"(S)ome Americans do not understand why the sight of a noose causes such a visceral reaction," declared President Bush to the White House gathering for Black History Month.
As The Washington Post rushed to remind us, President Bush was "responding to news coverage of such episodes as the 'Jena Six.'"
But if history is about truth, not myth, that news coverage deserves another look, before the Jena Six enter the history books alongside Emmett Till and "the Scottsboro Boys."
By now, most folks know the media story. White students at Jena High in Louisiana hung nooses on a tree to warn black students not to sit under it. After a fistfight over this racist outrage, black kids in the fight were indicted for attempted murder, while the white racists who hung the nooses walked away with a verbal spanking.
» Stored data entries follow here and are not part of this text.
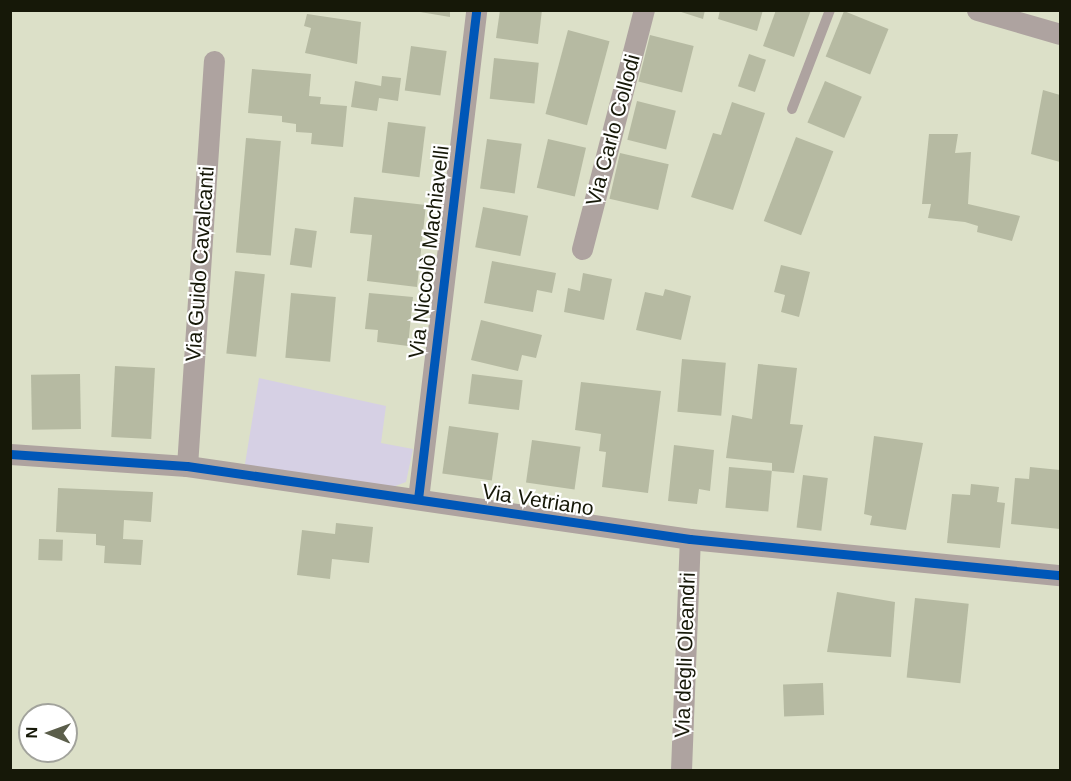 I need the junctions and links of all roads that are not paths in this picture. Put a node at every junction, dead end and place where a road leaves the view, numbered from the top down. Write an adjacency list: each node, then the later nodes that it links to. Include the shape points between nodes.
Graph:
1 (476, 10): 11 (street, Via Niccolò Machiavelli)
2 (644, 10): 8 (street, Via Carlo Collodi)
3 (830, 10): 7 (lane)
4 (976, 10): 5 (street)
5 (1060, 34)
6 (214, 62): 10 (street, Via Guido Cavalcanti)
7 (792, 109)
8 (582, 249)
9 (10, 454): 10 (street, Via Vetriano)
10 (187, 466): 11 (street, Via Vetriano)
11 (418, 499): 12 (street, Via Vetriano)
12 (690, 539): 13 (street, Via Vetriano); 14 (street, Via degli Oleandri)
13 (1060, 575)
14 (681, 771) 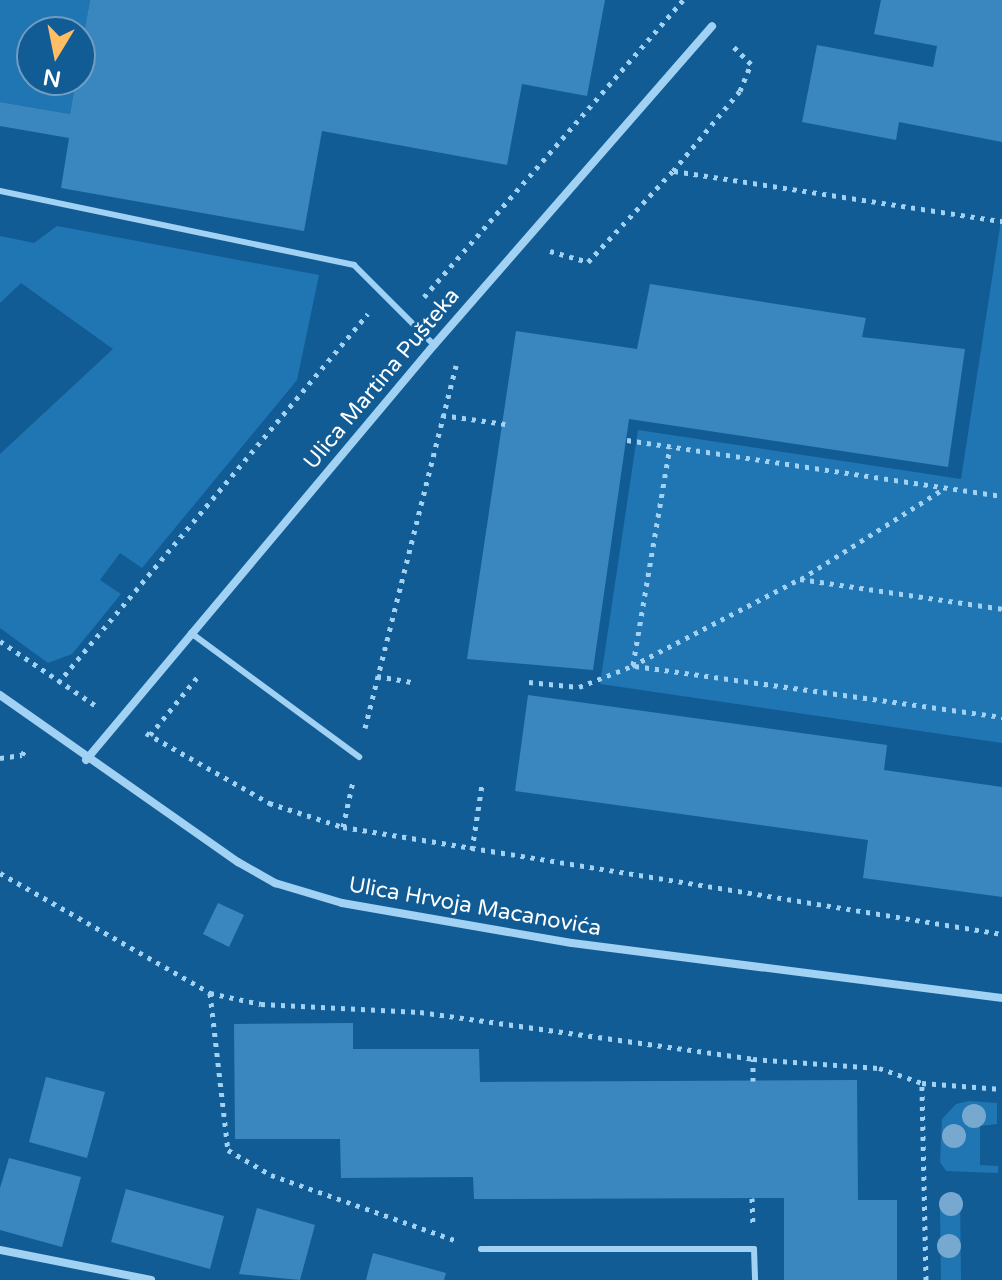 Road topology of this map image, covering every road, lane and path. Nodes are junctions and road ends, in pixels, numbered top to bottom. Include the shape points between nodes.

Last September, 20,000 traveled to Jena to march against this prosecutorial outrage. Fortunately, however, there are still a few real journalists around. Among them are Craig Franklin, assistant editor of the Jena Times, whose wife teaches at Jena High, and Charlotte Allen, who wrote an extended piece for The Weekly Standard. According to Allen and Franklin, here are the facts and chronology you have been denied by the Mainstream Media.
There never was a "whites-only" tree at Jena High. Both races sat under it, though whites congregated there. The nooses, or lariats, were the work of three young teens, who got the idea from watching "Lonesome Dove" on TV, where rustlers are hanged.
Franklin says they were a joke aimed at white friends on the rodeo team. As they were painted in Jena High's gold and black, Allen reports that the kids said the nooses were directed at a rival school's Western-themed football team.
When school officials confronted them, all were remorseful. All had black friends, and none knew the nooses were offensive to blacks.
Far from being let off, they spent "nine days at an alternative facility, followed by two weeks of in-school suspension, Saturday detentions, attendance at Discipline Court and evaluations by licensed mental-health professionals."
They were not prosecuted for a hate crime because none of those who investigated the incident believed they committed a hate crime. Hung on Aug. 31, 2006, the nooses had been taken down instantly. Only a few students ever saw them. Case closed.
September, October and November passed at Jena High with no racial conflict emanating from the noose incident of August.
On Dec. 1, however, Robert Bailey Jr. tried to crash a party at the Fair Barn in Jena. One Justin Sloan, 22, not a student, put a fist in his face. So witnesses and Bailey reported to police. And Sloan was prosecuted for battery.